- _Exercise prompt_: Every entry should be returned unchanged, with the pictures omitted.

++++ Supplied records ++++

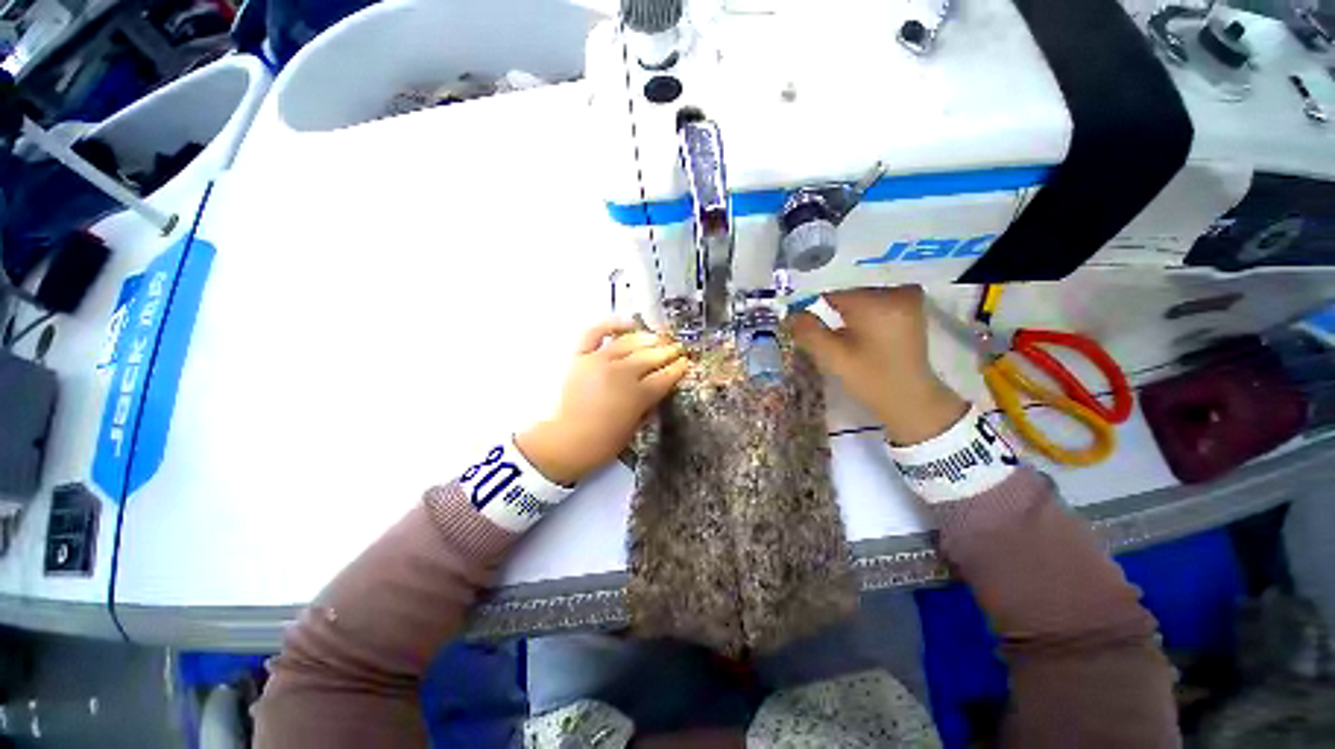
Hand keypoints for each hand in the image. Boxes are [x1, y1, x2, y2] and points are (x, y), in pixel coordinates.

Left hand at [516, 320, 689, 485]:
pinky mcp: (581, 356)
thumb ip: (648, 405)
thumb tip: (657, 389)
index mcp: (638, 395)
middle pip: (651, 357)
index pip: (665, 376)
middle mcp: (622, 373)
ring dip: (648, 338)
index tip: (686, 362)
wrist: (566, 442)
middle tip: (677, 349)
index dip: (678, 368)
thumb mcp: (635, 428)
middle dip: (668, 352)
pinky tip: (627, 323)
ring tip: (659, 338)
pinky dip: (611, 325)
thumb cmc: (604, 442)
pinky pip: (596, 333)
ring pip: (629, 342)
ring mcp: (600, 361)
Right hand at [787, 287, 966, 445]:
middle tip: (814, 323)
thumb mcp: (834, 357)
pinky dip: (860, 312)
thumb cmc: (871, 379)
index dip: (812, 305)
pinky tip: (853, 329)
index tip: (799, 317)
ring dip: (844, 310)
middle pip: (848, 292)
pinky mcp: (910, 308)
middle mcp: (896, 292)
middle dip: (829, 307)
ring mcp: (907, 299)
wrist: (911, 400)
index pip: (833, 293)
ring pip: (861, 297)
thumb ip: (808, 331)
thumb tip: (790, 313)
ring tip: (832, 328)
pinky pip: (875, 302)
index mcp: (878, 302)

++++

- _Answer for this exercise_:
Hand keypoints for each hand in the image. Boxes are [x1, y1, x2, y2] and points are (x, y), in pixel coordinates.

Left hand at [516, 320, 689, 485]:
pinky mcp: (581, 356)
thumb ip: (648, 405)
thumb tip: (657, 389)
index mcp: (638, 395)
middle pip: (651, 357)
index pip: (665, 376)
middle mcp: (622, 373)
ring dip: (648, 338)
index tip: (686, 362)
wrist: (566, 442)
middle tip: (677, 349)
index dip: (678, 368)
thumb mcp: (635, 428)
middle dip: (668, 352)
pinky tip: (627, 323)
ring tip: (659, 338)
pinky dip: (611, 325)
thumb cmc: (604, 442)
pinky pip: (596, 333)
ring pip: (629, 342)
ring mcp: (600, 361)
Right hand at [787, 287, 966, 445]:
middle tip: (814, 323)
thumb mcp: (834, 357)
pinky dip: (860, 312)
thumb cmc: (871, 379)
index dip: (812, 305)
pinky tip: (853, 329)
index tip: (799, 317)
ring dip: (844, 310)
middle pip: (848, 292)
pinky mcp: (910, 308)
middle mcp: (896, 292)
middle dip: (829, 307)
ring mcp: (907, 299)
wrist: (911, 400)
index pip: (833, 293)
ring pip: (861, 297)
thumb ip: (808, 331)
thumb tip: (790, 313)
ring tip: (832, 328)
pinky pip: (875, 302)
index mcp: (878, 302)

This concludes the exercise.